Menulis di blog serasa lebih menyenangkan dibandingkan mengisi kertas kosong di laptopku dengan untaian kalimat penuh sitasi. Di blog inilah semua sudut pandangku tak perlu merujuk referensi. Teriakan kata penuh makna berasal dari hati. Tapi bukankah manusia itu adalah makhluk yang penuh dilema? Senang dan sedih kita sendiri yang membikinnya drama. Sudahlah, malam ini biarkan aku mengadu. Mengukir cerita yang bisa dibaca anak-anakku.

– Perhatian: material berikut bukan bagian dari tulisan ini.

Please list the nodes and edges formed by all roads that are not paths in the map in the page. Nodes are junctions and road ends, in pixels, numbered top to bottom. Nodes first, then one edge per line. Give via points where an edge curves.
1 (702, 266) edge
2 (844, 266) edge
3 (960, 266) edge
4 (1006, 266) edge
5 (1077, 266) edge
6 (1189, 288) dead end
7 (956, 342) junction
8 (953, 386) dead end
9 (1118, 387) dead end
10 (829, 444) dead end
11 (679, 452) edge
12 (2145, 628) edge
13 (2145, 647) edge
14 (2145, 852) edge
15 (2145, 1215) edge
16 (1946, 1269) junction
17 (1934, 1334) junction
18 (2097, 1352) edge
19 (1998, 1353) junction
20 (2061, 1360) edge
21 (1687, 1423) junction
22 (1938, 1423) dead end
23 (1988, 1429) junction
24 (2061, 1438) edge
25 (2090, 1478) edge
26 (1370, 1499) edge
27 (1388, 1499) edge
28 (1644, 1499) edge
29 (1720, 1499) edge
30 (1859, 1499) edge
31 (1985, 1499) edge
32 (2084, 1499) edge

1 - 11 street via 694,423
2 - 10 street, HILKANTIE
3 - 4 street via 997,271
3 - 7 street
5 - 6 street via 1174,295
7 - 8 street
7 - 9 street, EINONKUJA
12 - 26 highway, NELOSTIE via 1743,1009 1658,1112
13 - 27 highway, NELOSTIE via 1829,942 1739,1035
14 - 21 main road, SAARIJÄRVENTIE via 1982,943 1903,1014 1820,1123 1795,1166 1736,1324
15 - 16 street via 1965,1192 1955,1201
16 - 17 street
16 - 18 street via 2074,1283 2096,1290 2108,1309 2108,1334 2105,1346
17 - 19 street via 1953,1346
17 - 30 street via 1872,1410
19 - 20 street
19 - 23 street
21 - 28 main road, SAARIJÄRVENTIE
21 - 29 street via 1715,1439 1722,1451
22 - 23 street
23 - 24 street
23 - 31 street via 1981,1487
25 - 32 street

Hari ini 22 Desember. Hari ibu. Media sosial penuh dengan tulisan dan ucapan sedari fajar hinga senja. Sebagian ada pro dan kontra. Sang pro akan mengucapkan kata-kata indah di bawah foto sang ibunda. Kaum kontra akan menekankan dua hal : "setiap hari adalah hari ibu" dan "jangan mengucapkan di medsos saja". Entahlah, mau pro atau kontra, sebenarnya mereka sama-sama meramaikannya :)
Tapi aku tidak fokus ke netizen. Itu urusan mereka. Aku fokus ke ibundaku yang mulai menua. Sebagian manusia pasti mengharapkan sosok ibu yang cantik baik hati bak ibu peri taman surga. Tapi tak semua orang beruntung mendapatkannya. Sebagian yang lain merasa cukup dan bersyukur memiliki ibu yang sekarang sebagai karunia. Mungkin akulah yang kedua.
Dari kacamata dunia, mungkin mamaku bukan apa-apa. Bukan pejabat negara. Bukan manusia sempurna. Beliau hanya wanita yang melahirkanku dengan tiba-tiba. Mau mengurusku yang rakus minum susu hingga dewasa. Beliau yang mengajariku menulis dan membaca. Maka, kadang aku tak setuju dengan lirik lagu guru,"tanpamu apa jadinya aku. tak bisa baca tulis". Karena aku sudah bisa baca tulis jauh sebelum bersekolah :) Dari sudut pandangku, dialah segalanya. Banyak kebaikan yang mengalir di darahku. Kegigihannya selalu terukir saat membesarkanku seorang diri sebelum akhirnya aku punya keluarga yang sempurna. Kebaikannya mengiringiku hingga kini aku membina rumah tangga dengan lelaki pilihanku sendiri :)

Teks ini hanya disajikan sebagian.